10:37Exactement, c'est ça.
10:39Le langage humain, le cosmos, le langage humain justement en dehors du cosmos, le langage
10:48humain qui est un langage de raison, le langage aussi des dictionnaires, de la langue
10:53française, je l'ai bien connu par ma mère, professeur de français, par mes ancêtres
10:59instituteurs, mais ce langage, je dirais, phallo, logo, centré, n'est plus le mien.
11:07Voilà, c'est une façon de dire qui parle de suprématie humaine, mais si on étend
11:17cela, si on étend, si on agrandit ses oreilles, si on les allonge, on perçoit tout à fait
11:24d'autres choses, et c'est cette musique des sphères, cet absolu, cette beauté, qu'on
11:31cherche aussi bien, je pense, dans la musique quand on joue, que quand un écrivain est
11:36sur sa page d'écriture, de texte, qu'on cherche à atteindre, et qui semble une sorte
11:42d'absolu, de beauté, impossible à atteindre, et que parfois on croit toucher, à peine,
11:47peut-être.
11:48Quand on parle enfant, quand on parle en neige, ce sont vos expressions, quand on parle en
11:55langue, il y a l'idée qu'on peut passer quelqu'un au rayon X, comme on le ferait
12:01pour un tableau, qu'est-ce qu'on verrait, Claudie Hunzinger, si on vous passait au rayon
12:06X ?
12:07Oui, et bien oui, en effet, là j'ai l'air d'être une femme dans un pull en pantalon
12:14des bottes, mais en fait, d'être très humaine, mais en fait, vous savez, à force de vivre
12:25en compagnie des arbres, des feuillages, des nuages, des oiseaux, des ramages, on est imprégné
12:38de cela, on a brisé notre propre mur humain, notre propre peau, notre carapace, et par
12:46une sorte d'osmose, je dirais, de capillarité, peut-être, on s'est agrandi à ces autres
12:55présences, à ces autres langages, à ces autres sensations, qui sont celles qui nous
13:02entourent quand on s'absente un peu de soi-même.
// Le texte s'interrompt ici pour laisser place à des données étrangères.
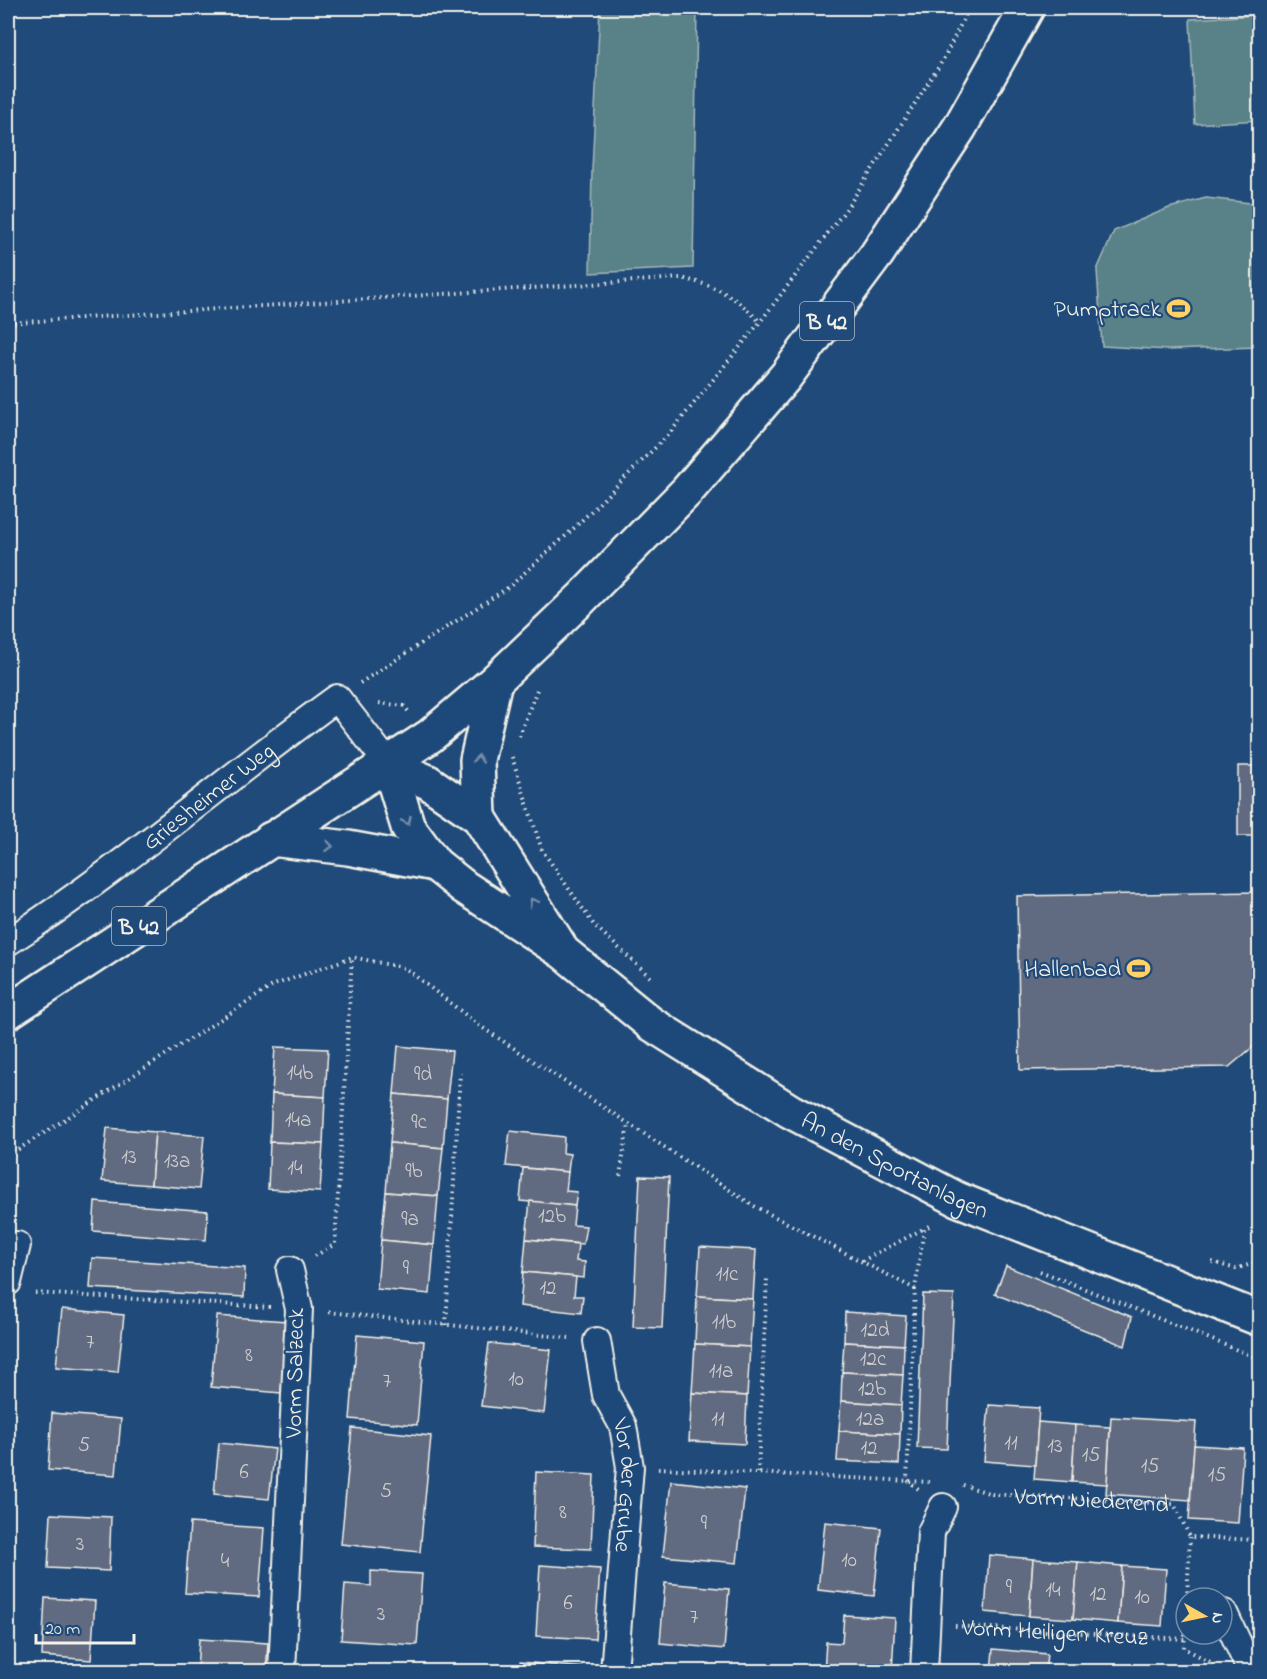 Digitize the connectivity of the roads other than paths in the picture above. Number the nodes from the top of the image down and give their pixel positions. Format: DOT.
graph roads {
  1 [pos="1027,8"];
  2 [pos="495,681"];
  3 [pos="389,765"];
  4 [pos="479,817"];
  5 [pos="271,839"];
  6 [pos="435,864"];
  7 [pos="8,942"];
  8 [pos="563,952"];
  9 [pos="8,1012"];
  10 [pos="17,1245"];
  11 [pos="290,1270"];
  12 [pos="8,1282"];
  13 [pos="1260,1319"];
  14 [pos="597,1341"];
  15 [pos="943,1507"];
  16 [pos="1234,1636"];
  17 [pos="1248,1668"];
  18 [pos="282,1671"];
  19 [pos="614,1671"];
  20 [pos="924,1671"];
  1 -- 2 [label="main road, B 42"];
  2 -- 3 [label="main road, B 42"];
  4 -- 2 [label="main road, one-way"];
  3 -- 4 [label="main road"];
  3 -- 5 [label="main road, B 42"];
  3 -- 6 [label="main road, one-way"];
  3 -- 7 [label="street, Griesheimer Weg"];
  8 -- 4 [label="main road, one-way"];
  5 -- 6 [label="main road, one-way"];
  5 -- 9 [label="main road, B 42"];
  6 -- 8 [label="main road"];
  8 -- 13 [label="main road, An den Sportanlagen"];
  10 -- 12 [label="street"];
  11 -- 18 [label="street, Vorm Salzeck"];
  14 -- 19 [label="street, Vor der Grube"];
  15 -- 20 [label="street"];
  16 -- 17 [label="street"];
}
13:06Et à l'idée, justement, qu'on peut rejoindre quelque chose qui relèverait de la terre
13:11où nous ne sommes pas qu'en exil, que nous pouvons aussi habiter, habiter en étant en
13:16communion avec le monde, comme vous, avec votre renard, moi et lui.
13:22Quelle est la morale de l'histoire, en un mot, Claudie Hunzinger ?
13:25Oh, je dirais qu'il faut perdre en effet sa propre importance, qu'il faut essayer
13:31de se débarrasser de ses murs, ses murailles, allonger ses oreilles, être poreuse à tout
13:42ce qui nous entoure.
13:43Merci infiniment d'avoir été l'invité de 15 minutes de plus « Il neige » sur
13:48le pianiste.
13:49C'est le roman que vous publiez chez Grasse.
13:51Vraiment, merci d'avoir été l'invité de 15 minutes de plus.